Default: 100 (configurable via api.default_limit in config.yaml) Range: 5-1000 (configurable via kMinLimit and kMaxLimit)

OFFSET - Skip Results

SEARCH <table> <query> OFFSET <n>

Example:

SEARCH articles tech LIMIT 10 OFFSET 20

This returns results 21-30 (skips first 20).

Pagination Examples

Page 1 (first 10 results):

SEARCH articles tech LIMIT 10 OFFSET 0

Page 2 (results 11-20):

SEARCH articles tech LIMIT 10 OFFSET 10

Page 3 (results 21-30):

SEARCH articles tech LIMIT 10 OFFSET 20

Maximum Query Length

MygramDB rejects queries whose combined expression length (search text + AND/NOT terms + FILTER values) exceeds the configured limit.

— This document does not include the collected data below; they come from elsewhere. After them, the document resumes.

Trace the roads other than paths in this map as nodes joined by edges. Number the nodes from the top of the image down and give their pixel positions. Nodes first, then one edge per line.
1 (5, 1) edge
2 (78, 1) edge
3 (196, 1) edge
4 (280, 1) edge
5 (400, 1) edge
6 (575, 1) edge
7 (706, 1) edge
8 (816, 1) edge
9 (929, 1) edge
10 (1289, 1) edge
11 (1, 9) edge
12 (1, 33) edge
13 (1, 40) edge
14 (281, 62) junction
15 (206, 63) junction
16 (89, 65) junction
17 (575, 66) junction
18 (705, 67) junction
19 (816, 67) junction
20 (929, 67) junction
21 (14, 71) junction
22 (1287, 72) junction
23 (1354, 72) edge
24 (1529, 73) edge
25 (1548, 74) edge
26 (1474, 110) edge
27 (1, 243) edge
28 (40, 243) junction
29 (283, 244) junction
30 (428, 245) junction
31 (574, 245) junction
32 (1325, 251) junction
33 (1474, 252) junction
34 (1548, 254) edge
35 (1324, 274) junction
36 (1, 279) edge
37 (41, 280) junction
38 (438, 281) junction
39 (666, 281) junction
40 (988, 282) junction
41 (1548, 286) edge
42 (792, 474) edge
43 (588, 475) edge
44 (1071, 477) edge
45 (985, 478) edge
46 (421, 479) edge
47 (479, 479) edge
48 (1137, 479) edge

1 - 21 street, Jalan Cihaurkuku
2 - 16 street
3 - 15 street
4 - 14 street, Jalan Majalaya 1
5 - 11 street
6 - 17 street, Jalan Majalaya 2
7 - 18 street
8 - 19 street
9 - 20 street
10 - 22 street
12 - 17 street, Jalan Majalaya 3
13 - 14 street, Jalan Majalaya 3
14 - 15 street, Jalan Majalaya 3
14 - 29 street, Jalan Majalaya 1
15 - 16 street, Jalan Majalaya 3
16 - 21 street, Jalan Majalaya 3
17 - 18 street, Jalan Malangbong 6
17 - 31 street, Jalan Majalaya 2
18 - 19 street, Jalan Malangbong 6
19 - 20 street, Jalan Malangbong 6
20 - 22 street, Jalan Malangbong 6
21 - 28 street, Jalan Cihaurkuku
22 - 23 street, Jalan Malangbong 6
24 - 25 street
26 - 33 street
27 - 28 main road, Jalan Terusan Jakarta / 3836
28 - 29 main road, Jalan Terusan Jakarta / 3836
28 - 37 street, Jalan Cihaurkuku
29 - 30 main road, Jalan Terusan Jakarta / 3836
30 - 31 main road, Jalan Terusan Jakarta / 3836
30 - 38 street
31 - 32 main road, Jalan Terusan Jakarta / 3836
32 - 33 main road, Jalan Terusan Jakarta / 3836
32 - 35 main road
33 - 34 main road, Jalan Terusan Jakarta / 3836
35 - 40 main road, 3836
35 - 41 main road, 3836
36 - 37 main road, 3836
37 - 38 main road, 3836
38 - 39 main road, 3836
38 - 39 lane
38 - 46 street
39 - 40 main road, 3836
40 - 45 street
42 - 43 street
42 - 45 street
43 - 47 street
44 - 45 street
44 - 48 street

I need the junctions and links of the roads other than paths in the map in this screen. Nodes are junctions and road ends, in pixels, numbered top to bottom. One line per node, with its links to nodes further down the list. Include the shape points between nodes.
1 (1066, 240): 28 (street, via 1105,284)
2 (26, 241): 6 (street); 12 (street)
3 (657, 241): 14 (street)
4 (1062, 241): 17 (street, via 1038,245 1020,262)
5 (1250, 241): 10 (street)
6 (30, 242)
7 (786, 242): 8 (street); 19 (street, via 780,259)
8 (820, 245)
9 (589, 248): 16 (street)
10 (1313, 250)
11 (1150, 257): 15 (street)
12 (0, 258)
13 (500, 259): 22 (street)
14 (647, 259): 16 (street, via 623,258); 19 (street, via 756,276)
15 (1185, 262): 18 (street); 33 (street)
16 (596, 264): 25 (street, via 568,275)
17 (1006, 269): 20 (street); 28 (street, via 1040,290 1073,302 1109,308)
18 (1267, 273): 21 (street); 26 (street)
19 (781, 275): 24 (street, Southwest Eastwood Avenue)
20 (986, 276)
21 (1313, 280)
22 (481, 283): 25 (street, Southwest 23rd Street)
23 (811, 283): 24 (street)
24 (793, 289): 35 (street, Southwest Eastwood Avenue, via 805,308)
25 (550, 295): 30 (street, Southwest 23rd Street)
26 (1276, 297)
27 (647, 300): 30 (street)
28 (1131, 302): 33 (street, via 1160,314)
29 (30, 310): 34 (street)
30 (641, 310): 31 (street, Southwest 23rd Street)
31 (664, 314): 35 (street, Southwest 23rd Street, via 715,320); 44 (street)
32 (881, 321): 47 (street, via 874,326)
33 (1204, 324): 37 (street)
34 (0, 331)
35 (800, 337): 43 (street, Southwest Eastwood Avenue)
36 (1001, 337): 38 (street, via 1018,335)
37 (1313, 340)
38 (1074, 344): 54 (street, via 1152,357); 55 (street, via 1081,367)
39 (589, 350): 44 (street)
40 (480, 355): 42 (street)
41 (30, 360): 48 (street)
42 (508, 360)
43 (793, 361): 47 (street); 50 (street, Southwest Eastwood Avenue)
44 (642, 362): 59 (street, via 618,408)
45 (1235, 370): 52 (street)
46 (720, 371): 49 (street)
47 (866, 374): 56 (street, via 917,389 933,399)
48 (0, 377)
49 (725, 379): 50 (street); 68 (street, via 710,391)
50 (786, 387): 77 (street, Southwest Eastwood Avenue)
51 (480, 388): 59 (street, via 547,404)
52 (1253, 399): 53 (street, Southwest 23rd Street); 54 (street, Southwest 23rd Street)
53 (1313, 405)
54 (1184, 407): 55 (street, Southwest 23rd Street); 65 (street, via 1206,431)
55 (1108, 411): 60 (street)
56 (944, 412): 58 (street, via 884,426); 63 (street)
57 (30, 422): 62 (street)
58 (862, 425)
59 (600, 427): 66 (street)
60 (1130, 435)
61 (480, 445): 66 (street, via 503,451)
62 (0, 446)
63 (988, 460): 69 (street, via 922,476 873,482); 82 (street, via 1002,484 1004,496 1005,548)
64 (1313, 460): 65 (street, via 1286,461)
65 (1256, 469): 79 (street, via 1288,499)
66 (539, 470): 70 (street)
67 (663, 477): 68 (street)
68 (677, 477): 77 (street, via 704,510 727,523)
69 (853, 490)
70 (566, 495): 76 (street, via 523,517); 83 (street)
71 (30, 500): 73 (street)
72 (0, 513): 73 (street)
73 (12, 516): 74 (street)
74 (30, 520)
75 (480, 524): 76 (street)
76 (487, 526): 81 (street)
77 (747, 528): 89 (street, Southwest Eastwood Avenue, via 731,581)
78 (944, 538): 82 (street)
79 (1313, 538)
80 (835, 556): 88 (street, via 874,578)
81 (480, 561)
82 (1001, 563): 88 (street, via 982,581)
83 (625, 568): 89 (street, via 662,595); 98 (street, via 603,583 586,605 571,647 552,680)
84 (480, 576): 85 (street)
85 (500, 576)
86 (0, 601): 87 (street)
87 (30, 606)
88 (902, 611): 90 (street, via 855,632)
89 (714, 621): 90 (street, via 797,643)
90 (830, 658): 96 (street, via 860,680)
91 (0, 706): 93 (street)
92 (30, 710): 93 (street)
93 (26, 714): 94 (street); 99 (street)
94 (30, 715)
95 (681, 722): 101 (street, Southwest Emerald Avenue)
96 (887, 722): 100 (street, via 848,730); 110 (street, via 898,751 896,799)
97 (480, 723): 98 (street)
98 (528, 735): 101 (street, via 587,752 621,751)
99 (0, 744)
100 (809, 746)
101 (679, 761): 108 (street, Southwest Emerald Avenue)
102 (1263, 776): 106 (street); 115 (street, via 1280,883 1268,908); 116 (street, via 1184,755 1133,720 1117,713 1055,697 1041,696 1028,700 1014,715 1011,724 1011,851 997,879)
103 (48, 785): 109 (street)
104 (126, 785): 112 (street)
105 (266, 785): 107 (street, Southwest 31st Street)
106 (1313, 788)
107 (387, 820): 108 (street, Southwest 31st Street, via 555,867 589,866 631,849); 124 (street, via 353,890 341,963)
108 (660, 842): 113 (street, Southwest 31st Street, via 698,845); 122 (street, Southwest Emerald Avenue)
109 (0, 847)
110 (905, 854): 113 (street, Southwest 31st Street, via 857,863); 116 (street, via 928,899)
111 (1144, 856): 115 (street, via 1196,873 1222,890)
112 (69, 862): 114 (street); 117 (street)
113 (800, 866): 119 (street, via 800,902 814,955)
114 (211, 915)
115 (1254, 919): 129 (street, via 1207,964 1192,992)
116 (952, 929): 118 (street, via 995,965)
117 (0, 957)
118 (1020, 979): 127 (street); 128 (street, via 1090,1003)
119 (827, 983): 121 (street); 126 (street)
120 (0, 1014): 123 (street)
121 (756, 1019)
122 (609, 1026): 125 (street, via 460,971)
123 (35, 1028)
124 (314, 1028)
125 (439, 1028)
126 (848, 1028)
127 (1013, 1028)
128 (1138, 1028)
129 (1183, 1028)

  • Default: 128 characters
  • Config: api.max_query_length (0 disables the guard)
  • Error: ERROR Query expression length (...) exceeds maximum allowed length...

Keep boolean expressions compact or raise the limit in config.yaml if applications require longer filters.

Complete Example with All Options

SEARCH threads (golang OR python) AND tutorial
  FILTER status = published
  SORT created_at DESC
  LIMIT 10
  OFFSET 20

This query:

  1. Finds documents with "tutorial" AND ("golang" OR "python")
  2. Filters to only published documents
  3. Sorts by creation date (newest first)
  4. Returns results 21-30 (page 3 with 10 results per page)

Pagination Performance

  • LIMIT optimization: Enables partial_sort (much faster for large result sets)
  • OFFSET cost: O(N) where N = OFFSET (results are still generated, just not returned)
  • Best practice: Use LIMIT with ORDER BY for consistent pagination
  • Deep pagination: Large OFFSET values (e.g., 10000+) can be slow

BM25 Relevance Scoring (SORT _score)

Sort results by relevance using the BM25 ranking function.

Syntax

SEARCH <table> <query> SORT _score [ASC|DESC]

How It Works

BM25 computes a relevance score for each document based on:

  • TF (Term Frequency): How often the search term appears in the document
  • IDF (Inverse Document Frequency): How rare the term is across all documents
  • Document length normalization: Shorter documents with matching terms score higher

Parameters (built-in, not configurable):

  • k1 = 1.2 — Term frequency saturation
  • b = 0.75 — Document length normalization (0 = none, 1 = full)

Examples

SEARCH articles "machine learning" SORT _score DESC LIMIT 10
SEARCH articles golang AND tutorial SORT _score LIMIT 20

Requirements

BM25 scoring requires verify_text to be set to "ascii" or "all" in configuration, since term frequency is counted from stored normalized text.

memory:
  verify_text: "all"  # or "ascii"

Combining with Filters

SEARCH articles "database" SORT _score DESC FILTER category = tech LIMIT 10

Highlighting (HIGHLIGHT)

Return text snippets with search terms highlighted using configurable tags.

Syntax

SEARCH <table> <query> HIGHLIGHT [TAG <open> <close>] [SNIPPET_LEN <n>] [MAX_FRAGMENTS <n>]

Options

Option Default Range Description
TAG <em> / </em> Open and close tags wrapping matched terms
SNIPPET_LEN 100 1–10,000 Max code points per snippet fragment
MAX_FRAGMENTS 3 1–100 Max fragments joined by ellipsis (...)

Examples

Default highlighting:

SEARCH articles "machine learning" HIGHLIGHT LIMIT 10

Custom tags:

SEARCH articles "golang" HIGHLIGHT TAG <strong> </strong> LIMIT 10

Longer snippets with more fragments:

SEARCH articles "database" HIGHLIGHT SNIPPET_LEN 200 MAX_FRAGMENTS 5 LIMIT 10

Requirements

Highlighting requires verify_text to be set to "ascii" or "all" in configuration.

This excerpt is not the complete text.